◆ Task requirements:
When you transcribe the entries below, begin at their first line and stop after the line containing "I am building"; pictures stay out.

◆ Source records:
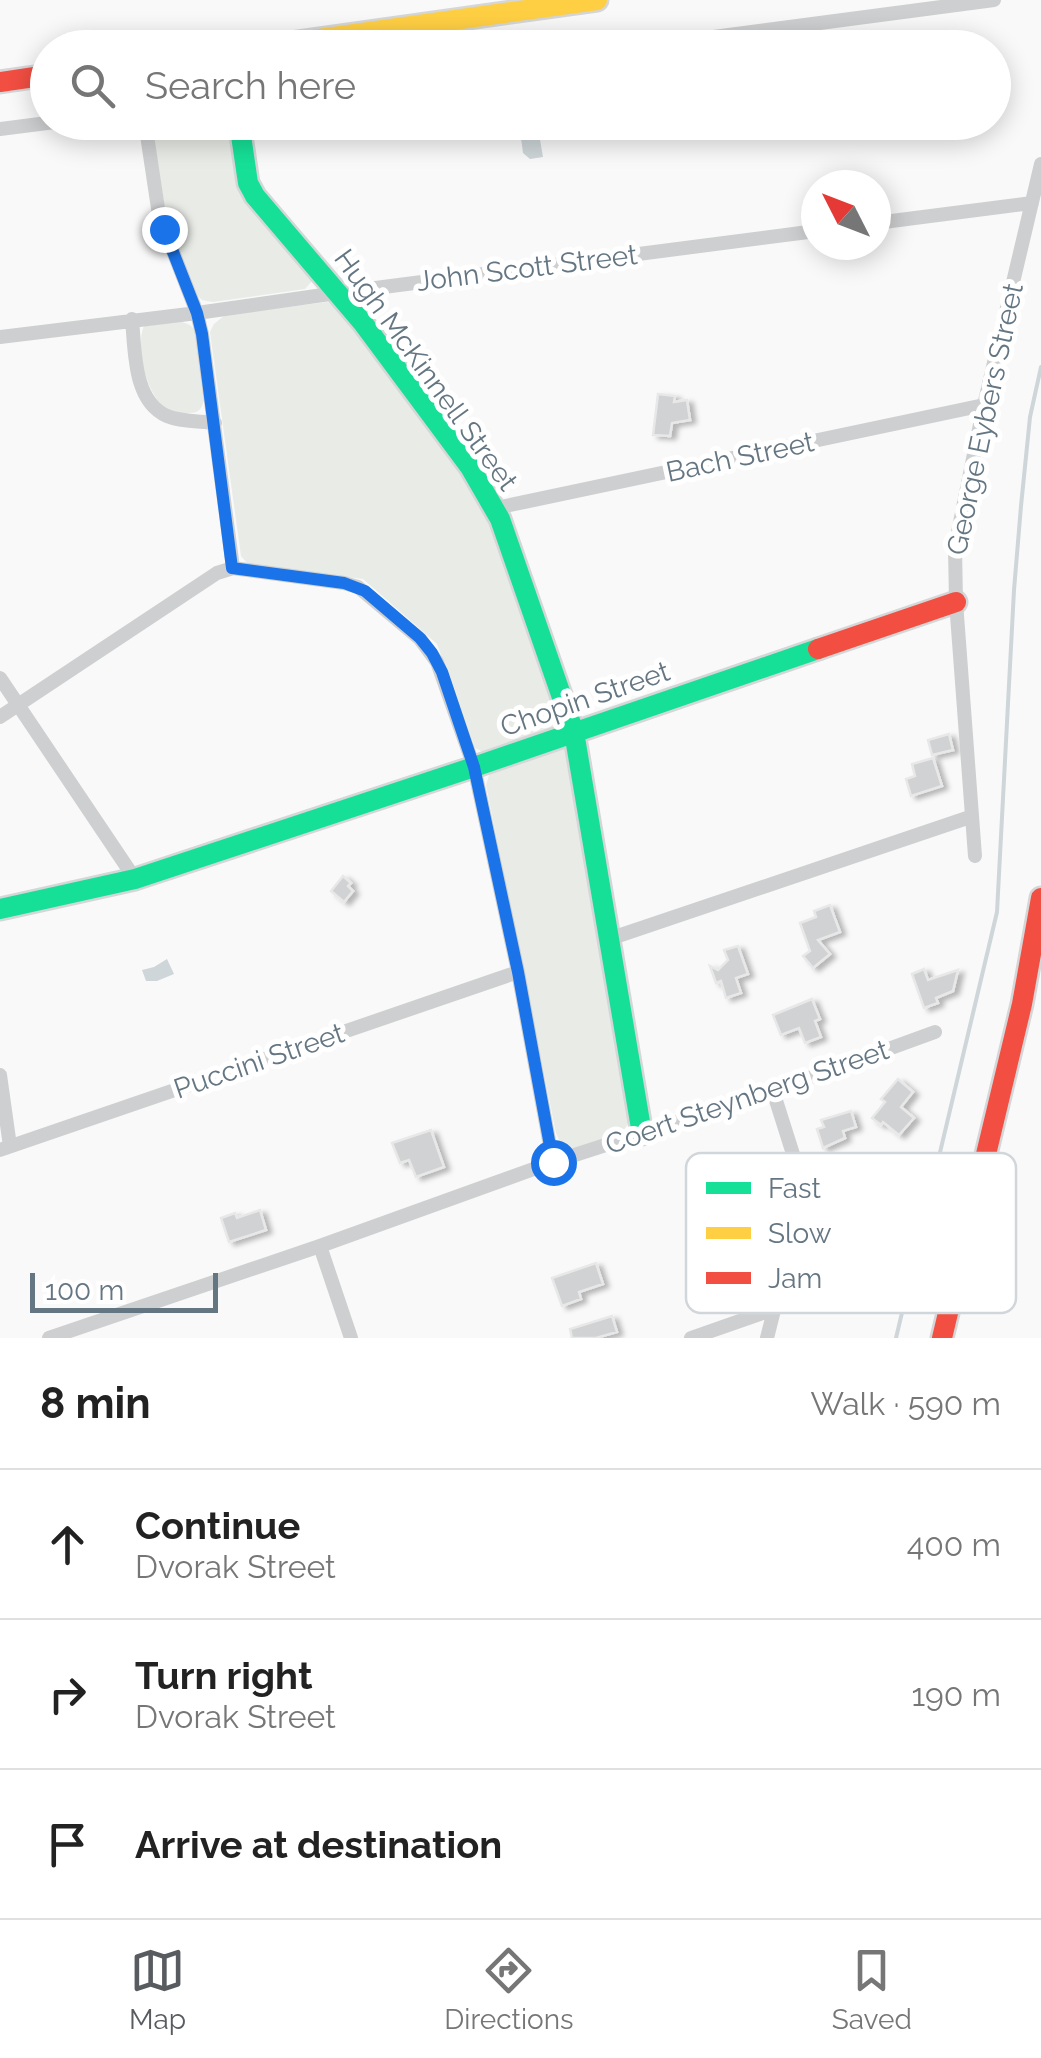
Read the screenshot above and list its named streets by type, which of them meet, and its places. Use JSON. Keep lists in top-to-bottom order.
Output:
{
  "streets": {
    "street": [
      "John Scott Street",
      "Hugh McKinnell Street",
      "George Eybers Street",
      "Bach Street",
      "Chopin Street",
      "Puccini Street",
      "Coert Steynberg Street"
    ]
  },
  "crossings": [
    ["John Scott Street", "Hugh McKinnell Street"],
    ["Hugh McKinnell Street", "Bach Street"],
    ["Hugh McKinnell Street", "Chopin Street"],
    ["Hugh McKinnell Street", "Coert Steynberg Street"],
    ["George Eybers Street", "Bach Street"],
    ["George Eybers Street", "Chopin Street"]
  ],
  "legend": ["Fast", "Slow", "Jam"],
  "scale_bar": "100 m",
  "north": "top left",
  "page": {
    "search": "Search here",
    "scale": "100 m",
    "heading": ["8 min", "Walk · 590 m"],
    "list": [
      ["Continue", "Dvorak Street", "400 m"],
      ["Turn right", "Dvorak Street", "190 m"],
      "Arrive at destination"
    ],
    "nav": ["Map", "Directions", "Saved"]
  }
}
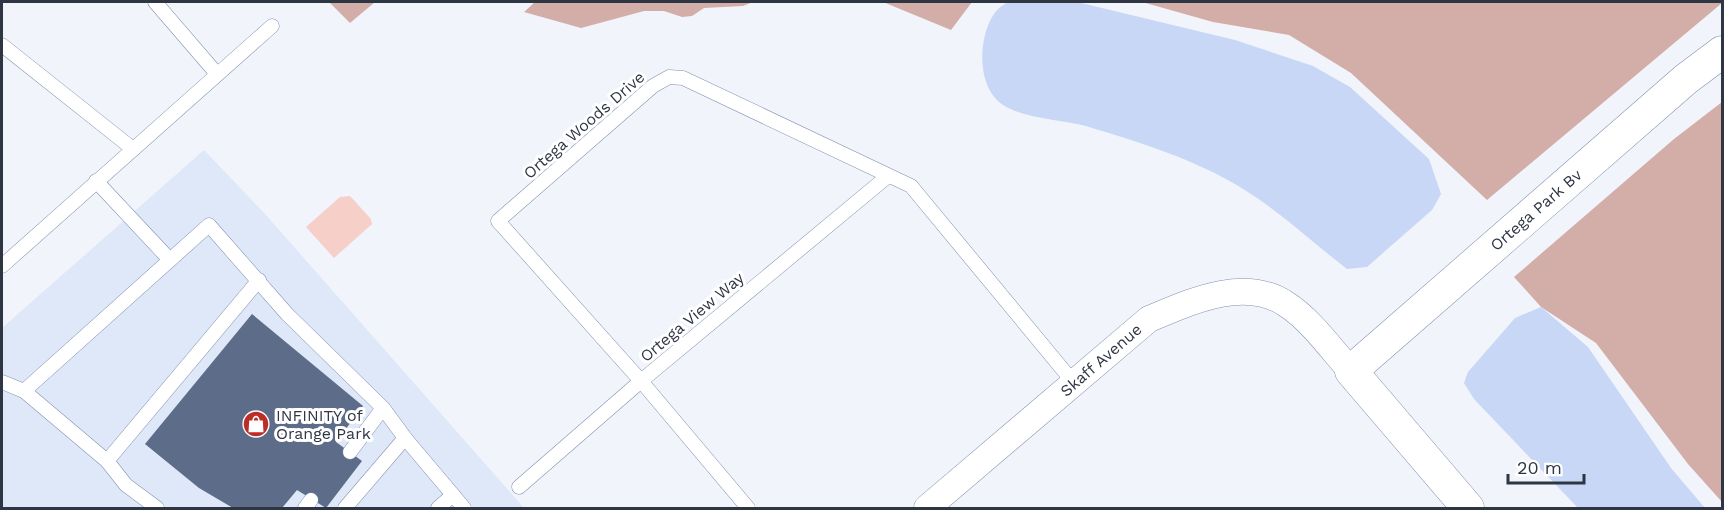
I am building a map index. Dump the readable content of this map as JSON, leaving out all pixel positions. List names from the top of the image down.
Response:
{
  "streets": {
    "street": ["Ortega Park Bv", "Skaff Avenue"],
    "lane": ["Ortega Woods Drive", "Ortega View Way"]
  },
  "crossings": [
    ["Ortega Woods Drive", "Ortega View Way"],
    ["Ortega Woods Drive", "Skaff Avenue"],
    ["Ortega Park Bv", "Skaff Avenue"]
  ],
  "places": {
    "shop": ["INFINITY of Orange Park"]
  },
  "scale_bar": "20 m"
}
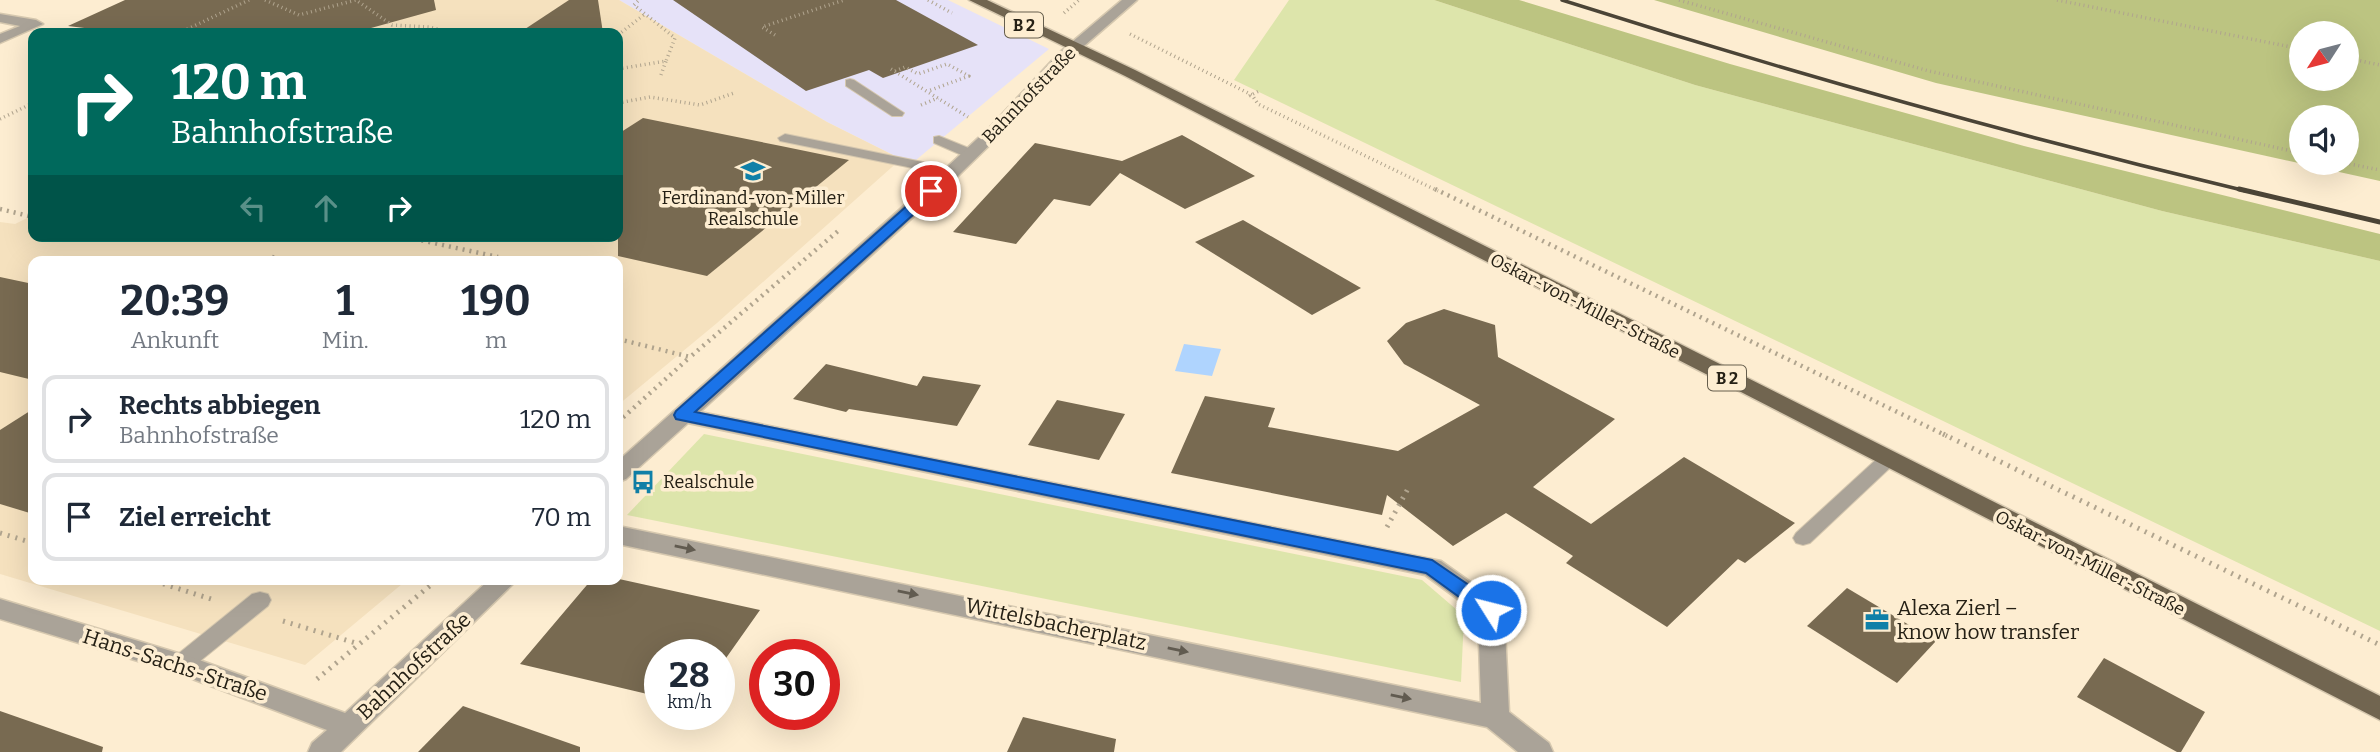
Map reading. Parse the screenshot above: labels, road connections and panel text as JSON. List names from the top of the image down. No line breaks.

◆ Answer:
Read the screenshot above and list its named streets by type, which of them meet, and its places. Use JSON. Keep lists in top-to-bottom order.
Output:
{
  "streets": {
    "street": [
      "John Scott Street",
      "Hugh McKinnell Street",
      "George Eybers Street",
      "Bach Street",
      "Chopin Street",
      "Puccini Street",
      "Coert Steynberg Street"
    ]
  },
  "crossings": [
    ["John Scott Street", "Hugh McKinnell Street"],
    ["Hugh McKinnell Street", "Bach Street"],
    ["Hugh McKinnell Street", "Chopin Street"],
    ["Hugh McKinnell Street", "Coert Steynberg Street"],
    ["George Eybers Street", "Bach Street"],
    ["George Eybers Street", "Chopin Street"]
  ],
  "legend": ["Fast", "Slow", "Jam"],
  "scale_bar": "100 m",
  "north": "top left",
  "page": {
    "search": "Search here",
    "scale": "100 m",
    "heading": ["8 min", "Walk · 590 m"],
    "list": [
      ["Continue", "Dvorak Street", "400 m"],
      ["Turn right", "Dvorak Street", "190 m"],
      "Arrive at destination"
    ],
    "nav": ["Map", "Directions", "Saved"]
  }
}
I am building a map index. Dump the readable content of this map as JSON, leaving out all pixel positions. List names from the top of the image down.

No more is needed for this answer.